It looked like the station at the terminus of the Red Line in Mattapan would qualify. Next I had to find a coffee shop in the vicinity. A quick search didn't look too promising, but after zooming out a bit I found a place called Flat Black Coffee. Unfortunately, it was 1.7 miles from the Bluebikes station. But there seemed to be a trail along the Neponset River connecting the two, and so I decided to make it a multimodal coffeeneuring experience.

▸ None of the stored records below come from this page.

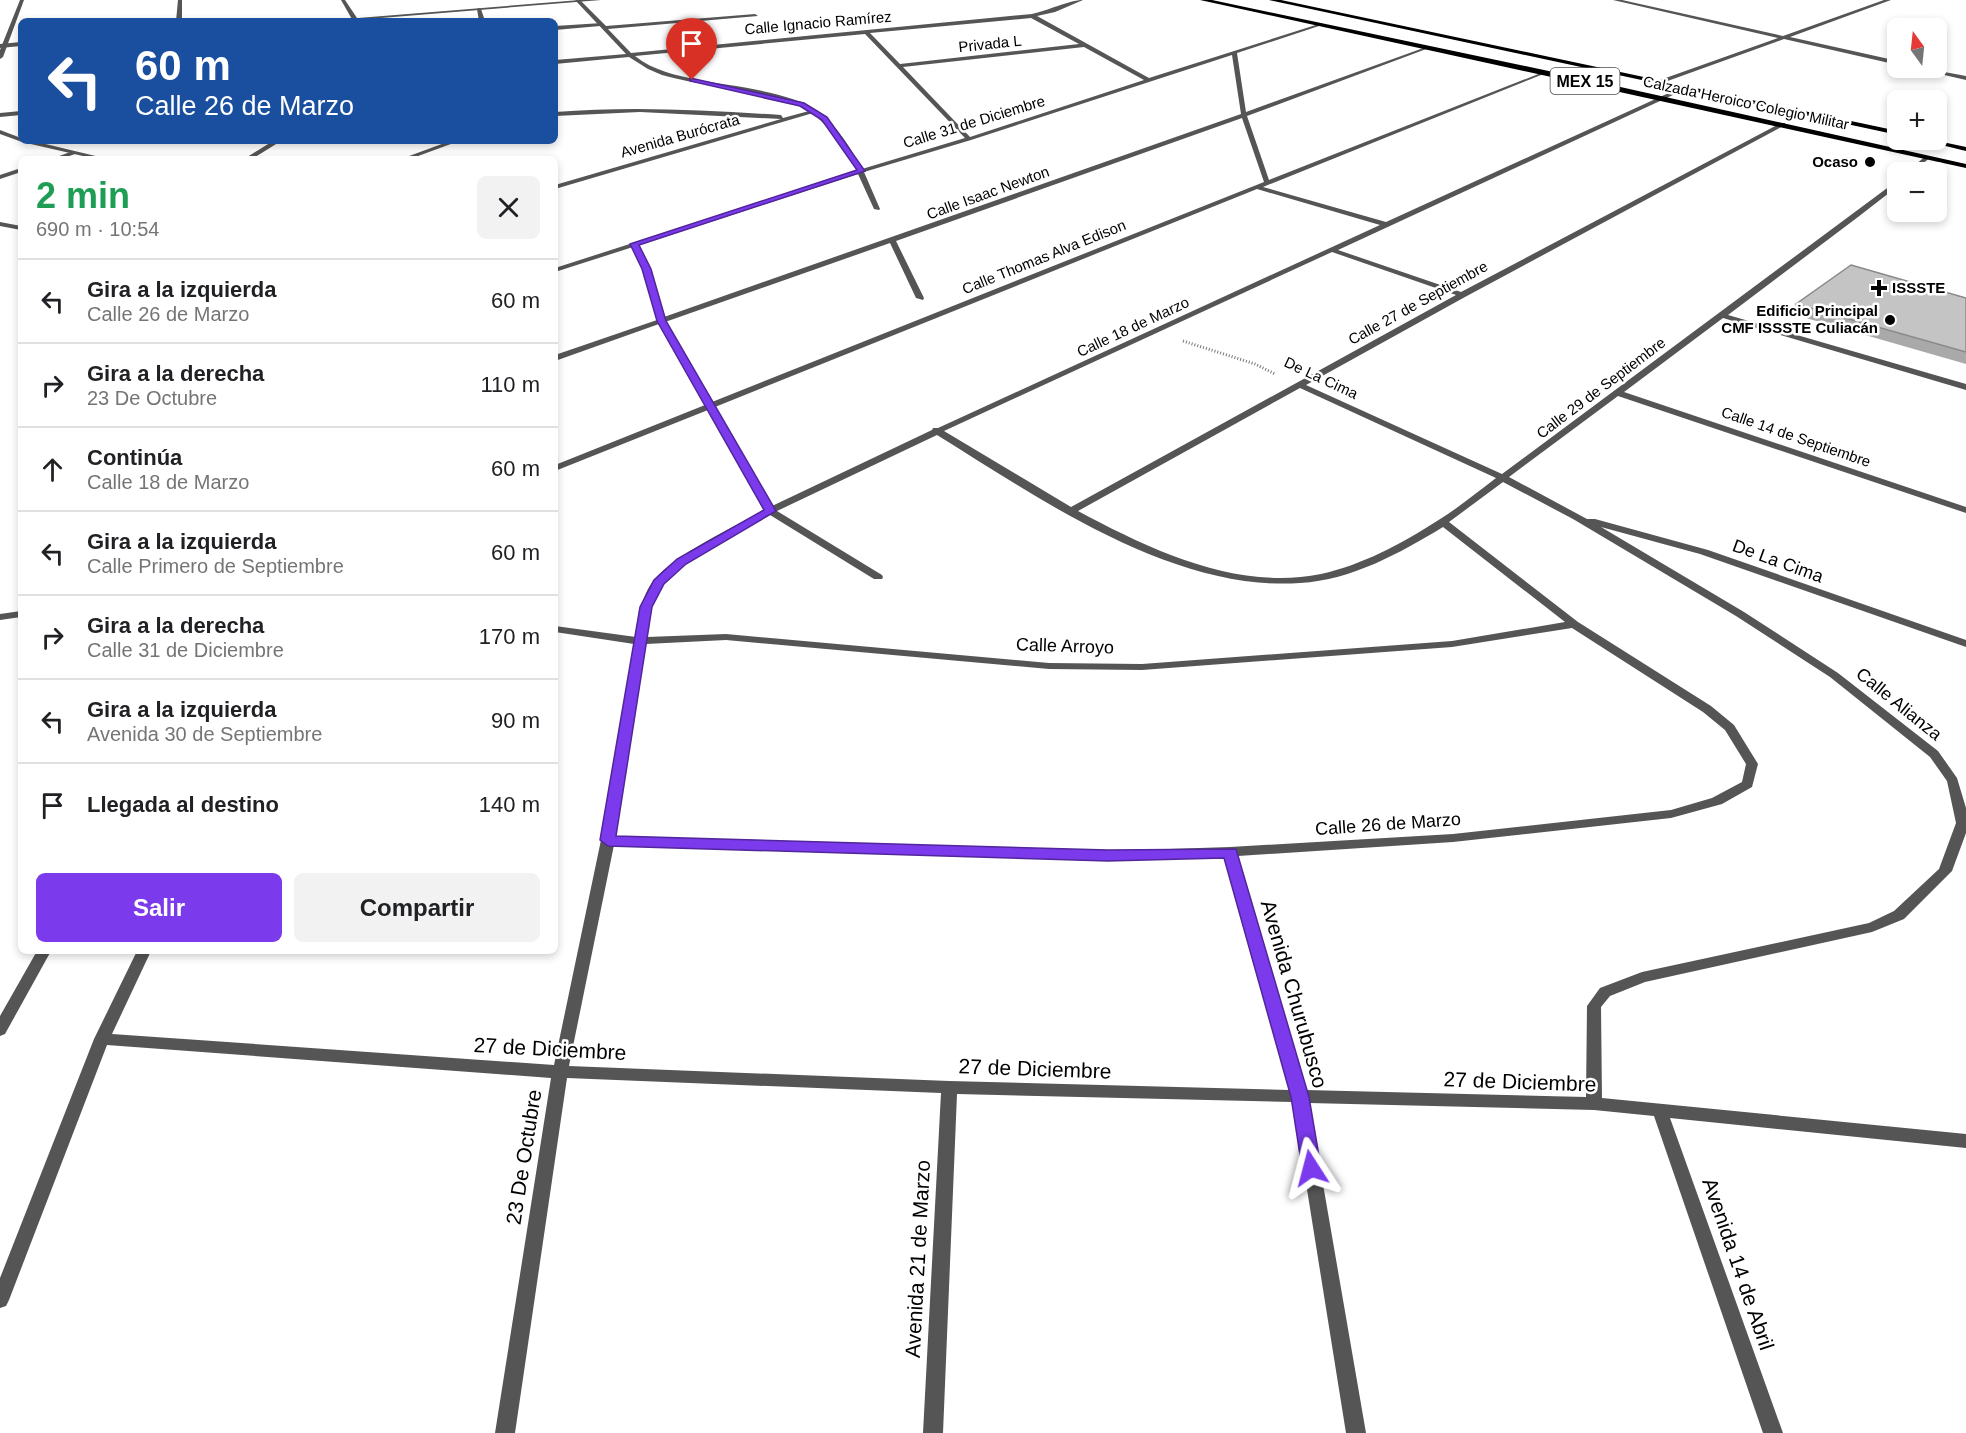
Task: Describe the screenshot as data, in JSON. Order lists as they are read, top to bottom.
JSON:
{
  "streets": {
    "main road": ["MEX 15", "Calzada Heroico Colegio Militar"],
    "street": [
      "Calle Ignacio Ramírez",
      "Privada L",
      "Calle 31 de Diciembre",
      "Avenida Burócrata",
      "Calle Isaac Newton",
      "Calle Thomas Alva Edison",
      "Calle 27 de Septiembre",
      "Calle 18 de Marzo",
      "De La Cima",
      "Calle 29 de Septiembre",
      "Calle 14 de Septiembre",
      "Calle Arroyo",
      "Calle Alianza",
      "Calle 26 de Marzo",
      "Avenida Churubusco",
      "27 de Diciembre",
      "23 De Octubre",
      "Avenida 21 de Marzo",
      "Avenida 14 de Abril"
    ]
  },
  "crossings": [
    ["Calzada Heroico Colegio Militar", "Calle 31 de Diciembre"],
    ["Calzada Heroico Colegio Militar", "Calle Isaac Newton"],
    ["Calzada Heroico Colegio Militar", "Calle Thomas Alva Edison"],
    ["Calzada Heroico Colegio Militar", "Calle 27 de Septiembre"],
    ["Calzada Heroico Colegio Militar", "Calle 18 de Marzo"],
    ["Calle 27 de Septiembre", "De La Cima"],
    ["Calle 27 de Septiembre", "Calle 29 de Septiembre"],
    ["Calle 18 de Marzo", "De La Cima"],
    ["Calle 18 de Marzo", "Calle 29 de Septiembre"],
    ["Calle 18 de Marzo", "Calle Arroyo"],
    ["Calle 18 de Marzo", "23 De Octubre"],
    ["De La Cima", "Calle 29 de Septiembre"],
    ["De La Cima", "Calle Alianza"],
    ["Calle 29 de Septiembre", "Calle 14 de Septiembre"],
    ["Calle 29 de Septiembre", "Calle Alianza"],
    ["Calle 29 de Septiembre", "Calle 26 de Marzo"],
    ["Calle Arroyo", "Calle 26 de Marzo"],
    ["Calle Arroyo", "23 De Octubre"],
    ["Calle Alianza", "27 de Diciembre"],
    ["Calle 26 de Marzo", "Avenida Churubusco"],
    ["Calle 26 de Marzo", "23 De Octubre"],
    ["Avenida Churubusco", "27 de Diciembre"],
    ["27 de Diciembre", "23 De Octubre"],
    ["27 de Diciembre", "Avenida 21 de Marzo"],
    ["27 de Diciembre", "Avenida 14 de Abril"]
  ],
  "places": {
    "other": ["Ocaso", "Edificio Principal CMF ISSSTE Culiacán"],
    "health": ["ISSSTE"]
  },
  "north": "top",
  "page": {
    "map_buttons": ["+", "−"],
    "turn": ["60 m", "Calle 26 de Marzo"],
    "heading": ["2 min", "690 m · 10:54"],
    "list": [
      {
        "name": "Gira a la izquierda",
        "note": "Calle 26 de Marzo",
        "value": "60 m"
      },
      {
        "name": "Gira a la derecha",
        "note": "23 De Octubre",
        "value": "110 m"
      },
      {
        "name": "Continúa",
        "note": "Calle 18 de Marzo",
        "value": "60 m"
      },
      {
        "name": "Gira a la izquierda",
        "note": "Calle Primero de Septiembre",
        "value": "60 m"
      },
      {
        "name": "Gira a la derecha",
        "note": "Calle 31 de Diciembre",
        "value": "170 m"
      },
      {
        "name": "Gira a la izquierda",
        "note": "Avenida 30 de Septiembre",
        "value": "90 m"
      },
      {
        "name": "Llegada al destino",
        "value": "140 m"
      }
    ],
    "buttons": ["Salir", "Compartir"]
  }
}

Best road section: South Road on the outer perimeter of the Harvard Arboretum
My intermediate destination: Bluebikes station in Mattapan
Neponset River trail
Fall colors are still in their early stages

Dorchester-Milton Lower Mills Industrial District
Daily Brew at Flat Black -- I somehow wasn't in the mood for anything more fancy
Lots of beans waiting to be roasted at Flat Black

Neponset River trail near its estuary
Instead of walking back to Mattapan, I continued along the river and picked up a bike another 1.5 miles east. From there, I biked toward the ocean and then roughly headed north back home, with a bunch of intermediate stops: Flipping bikes several times; bathroom stop at Pope John Paul II park; guac burger at By Chloe; buy new tube for Nicole's Brommie at Broadway Bicycle School; beer at Lamplighter Brewing. At the end of the ride, I was pretty pooped. 30-ish miles on a bike share bike is hard work!

JFK Presidential Library

Crust Lightning Bolt sighting in front of Broadway Bicycle School. First time I've seen it in real-life, and man, is it nice!

Stats: 11 separate Bluebikes rentals, for a total of about 30 miles
Coffee: Flat Black daily brew
Weather: Excellent fall weather!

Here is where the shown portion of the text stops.